Temels Strategie: Klinken putzen. "Nach Feierabend bin ich jeden Tag von Tür zu Tür gegangen und habe mich kurz vorgestellt, nicht aufdringlich — einfach nur kurz ,Hallo‘ sagen", so der Ratsherr. Unaufgeregt, höflich und interessiert — so eroberte Temel schnell das Vertrauen der Wähler. Und damit er das nicht verliert, engagiert sich der Ratsherr jeden Tag aufs Neue. Erst Ende vergangenen Jahres wurde durch seine Initiative die Tiertafel für Neuss gegründet — sie soll bedürftige Menschen stützen. Mehrfach hat Temel ein Sponsoring für die Grundschule "Die Brücke" im Barbaraviertel organisiert, sodass die Schüler mit gesunden Lebensmitteln versorgt wurden. Aktuell will er dafür sorgen, dass es im Barbaraviertel bald wieder einen Geldautomaten gibt. Nachdem Unbekannte im vergangenen Jahr den einzigen Sparkassenautomaten sprengten, soll kein neuer mehr folgen — ein Umstand, mit dem sich Temel nicht abgeben will.

Eine Herzensangelegenheit ist ihm die erfolgreiche Integration von den in Neuss lebenden Flüchtlingen. Das CDU-Papier dazu kritisiert er: Dort werde suggeriert, dass wegen der Zuwanderer die Sicherheit gestärkt werden müsse. Für Temel fing mit diesem Themenkomplex seine politische Karriere an: Seit über zehn Jahren ist der Deutsch-Türke Teil des Integrationsrates — hier hat Temel seine politische Karriere gestartet.

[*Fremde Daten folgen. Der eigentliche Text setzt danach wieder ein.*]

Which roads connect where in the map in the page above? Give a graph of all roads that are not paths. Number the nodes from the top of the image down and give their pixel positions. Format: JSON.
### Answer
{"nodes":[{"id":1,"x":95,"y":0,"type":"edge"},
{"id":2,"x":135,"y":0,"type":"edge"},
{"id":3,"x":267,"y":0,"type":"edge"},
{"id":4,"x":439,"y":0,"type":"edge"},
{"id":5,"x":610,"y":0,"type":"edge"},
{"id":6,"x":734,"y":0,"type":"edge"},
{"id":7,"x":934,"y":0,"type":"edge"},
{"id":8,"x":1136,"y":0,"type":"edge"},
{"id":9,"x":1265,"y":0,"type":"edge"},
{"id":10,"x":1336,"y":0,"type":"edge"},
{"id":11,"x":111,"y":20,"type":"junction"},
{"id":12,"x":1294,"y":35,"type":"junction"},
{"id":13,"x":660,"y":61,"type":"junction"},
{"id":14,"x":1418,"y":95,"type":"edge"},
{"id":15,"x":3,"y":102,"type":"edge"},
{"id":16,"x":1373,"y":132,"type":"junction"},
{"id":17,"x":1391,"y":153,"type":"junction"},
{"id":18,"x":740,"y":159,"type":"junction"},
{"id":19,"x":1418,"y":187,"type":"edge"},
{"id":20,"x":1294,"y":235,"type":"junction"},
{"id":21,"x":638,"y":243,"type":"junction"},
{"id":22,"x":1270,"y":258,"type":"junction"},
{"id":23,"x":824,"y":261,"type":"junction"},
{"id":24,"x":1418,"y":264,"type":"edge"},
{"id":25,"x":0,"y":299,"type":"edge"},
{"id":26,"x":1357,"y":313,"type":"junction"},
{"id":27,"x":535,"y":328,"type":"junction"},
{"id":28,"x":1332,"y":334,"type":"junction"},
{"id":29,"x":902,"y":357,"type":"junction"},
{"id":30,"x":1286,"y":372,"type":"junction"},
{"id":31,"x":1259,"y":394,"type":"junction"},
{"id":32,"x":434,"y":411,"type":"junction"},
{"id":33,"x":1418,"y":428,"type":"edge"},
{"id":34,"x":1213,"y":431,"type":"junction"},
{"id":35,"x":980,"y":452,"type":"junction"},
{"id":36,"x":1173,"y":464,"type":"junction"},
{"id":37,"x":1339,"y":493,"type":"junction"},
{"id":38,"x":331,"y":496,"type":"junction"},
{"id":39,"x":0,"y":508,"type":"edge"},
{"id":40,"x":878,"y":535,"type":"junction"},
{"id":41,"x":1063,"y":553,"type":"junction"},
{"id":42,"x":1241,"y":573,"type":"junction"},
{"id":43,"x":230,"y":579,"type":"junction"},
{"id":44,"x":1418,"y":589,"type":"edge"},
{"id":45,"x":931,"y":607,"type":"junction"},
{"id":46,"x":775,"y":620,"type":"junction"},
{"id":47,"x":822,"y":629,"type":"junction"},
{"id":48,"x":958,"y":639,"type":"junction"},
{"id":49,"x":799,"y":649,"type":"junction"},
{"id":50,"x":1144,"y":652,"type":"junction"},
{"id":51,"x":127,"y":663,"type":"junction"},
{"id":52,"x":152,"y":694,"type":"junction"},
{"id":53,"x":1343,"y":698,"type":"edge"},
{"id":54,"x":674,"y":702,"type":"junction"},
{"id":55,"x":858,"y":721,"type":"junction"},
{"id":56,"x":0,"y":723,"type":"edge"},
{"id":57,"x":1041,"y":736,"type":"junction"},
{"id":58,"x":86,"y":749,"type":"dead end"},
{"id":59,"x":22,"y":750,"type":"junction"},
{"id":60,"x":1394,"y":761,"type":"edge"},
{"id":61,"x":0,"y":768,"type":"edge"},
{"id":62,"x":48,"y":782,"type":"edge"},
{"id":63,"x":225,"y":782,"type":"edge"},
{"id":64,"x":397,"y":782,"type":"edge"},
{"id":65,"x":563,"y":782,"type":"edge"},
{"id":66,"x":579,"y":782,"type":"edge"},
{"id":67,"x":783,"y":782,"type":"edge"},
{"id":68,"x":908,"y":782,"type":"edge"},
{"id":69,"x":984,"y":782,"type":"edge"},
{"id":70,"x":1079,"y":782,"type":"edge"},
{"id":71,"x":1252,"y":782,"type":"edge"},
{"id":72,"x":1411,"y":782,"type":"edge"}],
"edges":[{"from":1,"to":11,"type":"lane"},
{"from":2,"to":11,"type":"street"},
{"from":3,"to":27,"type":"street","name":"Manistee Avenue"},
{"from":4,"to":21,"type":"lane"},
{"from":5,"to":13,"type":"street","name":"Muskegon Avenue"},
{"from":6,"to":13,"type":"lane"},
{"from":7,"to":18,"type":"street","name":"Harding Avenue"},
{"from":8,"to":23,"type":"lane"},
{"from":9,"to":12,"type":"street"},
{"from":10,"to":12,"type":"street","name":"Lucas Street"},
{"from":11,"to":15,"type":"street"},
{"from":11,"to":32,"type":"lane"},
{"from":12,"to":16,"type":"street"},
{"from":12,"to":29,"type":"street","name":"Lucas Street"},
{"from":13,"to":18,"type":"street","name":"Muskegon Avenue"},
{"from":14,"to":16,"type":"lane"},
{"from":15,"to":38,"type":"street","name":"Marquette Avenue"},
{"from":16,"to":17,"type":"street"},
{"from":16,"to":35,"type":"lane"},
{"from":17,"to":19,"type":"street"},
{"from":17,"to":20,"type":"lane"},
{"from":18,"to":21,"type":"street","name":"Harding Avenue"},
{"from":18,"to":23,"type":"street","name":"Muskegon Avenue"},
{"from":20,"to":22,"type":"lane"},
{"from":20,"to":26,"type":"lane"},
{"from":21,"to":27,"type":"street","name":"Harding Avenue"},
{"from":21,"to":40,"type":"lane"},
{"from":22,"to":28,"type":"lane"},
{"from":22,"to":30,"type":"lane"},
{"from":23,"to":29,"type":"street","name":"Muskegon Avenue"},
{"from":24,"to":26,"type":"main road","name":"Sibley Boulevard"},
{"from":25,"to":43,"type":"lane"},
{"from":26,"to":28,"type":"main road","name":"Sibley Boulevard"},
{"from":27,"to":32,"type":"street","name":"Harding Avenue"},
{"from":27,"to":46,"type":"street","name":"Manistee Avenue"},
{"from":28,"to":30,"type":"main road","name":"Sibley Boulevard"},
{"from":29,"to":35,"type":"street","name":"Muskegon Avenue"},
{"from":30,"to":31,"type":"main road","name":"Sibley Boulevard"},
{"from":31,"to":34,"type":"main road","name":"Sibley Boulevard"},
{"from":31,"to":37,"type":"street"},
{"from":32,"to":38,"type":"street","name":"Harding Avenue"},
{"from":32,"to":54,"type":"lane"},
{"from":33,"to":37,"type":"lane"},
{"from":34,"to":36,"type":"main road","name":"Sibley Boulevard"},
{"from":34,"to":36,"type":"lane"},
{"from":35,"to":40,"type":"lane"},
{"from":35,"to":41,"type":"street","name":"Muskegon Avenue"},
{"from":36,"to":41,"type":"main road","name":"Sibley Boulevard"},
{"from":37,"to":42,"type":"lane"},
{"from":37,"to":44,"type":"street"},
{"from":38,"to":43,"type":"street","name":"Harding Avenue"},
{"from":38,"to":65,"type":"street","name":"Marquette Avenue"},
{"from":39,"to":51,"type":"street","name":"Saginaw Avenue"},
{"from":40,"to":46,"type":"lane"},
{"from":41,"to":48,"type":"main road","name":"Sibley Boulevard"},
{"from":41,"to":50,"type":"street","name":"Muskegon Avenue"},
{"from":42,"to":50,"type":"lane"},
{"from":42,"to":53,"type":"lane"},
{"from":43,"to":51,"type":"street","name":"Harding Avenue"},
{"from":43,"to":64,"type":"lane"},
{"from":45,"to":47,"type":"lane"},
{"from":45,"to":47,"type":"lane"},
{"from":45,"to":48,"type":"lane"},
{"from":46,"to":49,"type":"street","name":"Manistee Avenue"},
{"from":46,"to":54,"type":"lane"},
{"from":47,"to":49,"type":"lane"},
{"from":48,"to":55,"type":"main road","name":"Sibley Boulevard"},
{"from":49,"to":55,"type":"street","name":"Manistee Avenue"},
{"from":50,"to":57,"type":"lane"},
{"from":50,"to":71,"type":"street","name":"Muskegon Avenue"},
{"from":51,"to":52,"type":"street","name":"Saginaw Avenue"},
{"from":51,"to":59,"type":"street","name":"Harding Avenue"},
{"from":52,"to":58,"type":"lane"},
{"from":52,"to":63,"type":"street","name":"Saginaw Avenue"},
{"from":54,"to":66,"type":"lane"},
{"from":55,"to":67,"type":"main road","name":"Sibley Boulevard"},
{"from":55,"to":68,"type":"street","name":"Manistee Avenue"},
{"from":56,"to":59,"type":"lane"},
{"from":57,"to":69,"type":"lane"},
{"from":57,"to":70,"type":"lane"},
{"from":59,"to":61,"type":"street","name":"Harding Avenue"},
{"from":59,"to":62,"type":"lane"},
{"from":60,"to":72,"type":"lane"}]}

Zur SPD ging es rund drei Jahre später, zu der Zeit als Reiner Breuer noch gegen Herbert Napp kandidierte und das Nachsehen hatte. "Ich erinnere mich, wie ich ihn kennengelernt habe. Er kam auf uns am Wahlstand zu und packte gleich mit an. Damals kannte ich ihn ja nur von Plakaten. Ich war positiv überrascht", so der Ratsherr. Dass die SPD bundesweit so schlecht abschneidet, besorgt Temel nicht. "Wir haben sehr gute Leute in unseren Reihen", weiß der Neusser. Eine Erklärung für die starken Ergebnisse der AfD hat Temel dennoch: "Viele aus den etablierten Parteien haben die Unzufriedenheit der Bürger schlichtweg unterschätzt." Für den 34-Jährigen kein Grund aufzugeben. Er will in der Politik durchstarten. "Landtag oder Bundestag, beides kann ich mir schon vorstellen." Doch erstmal will der Ratsherr ganz für das Barbaraviertel da sein.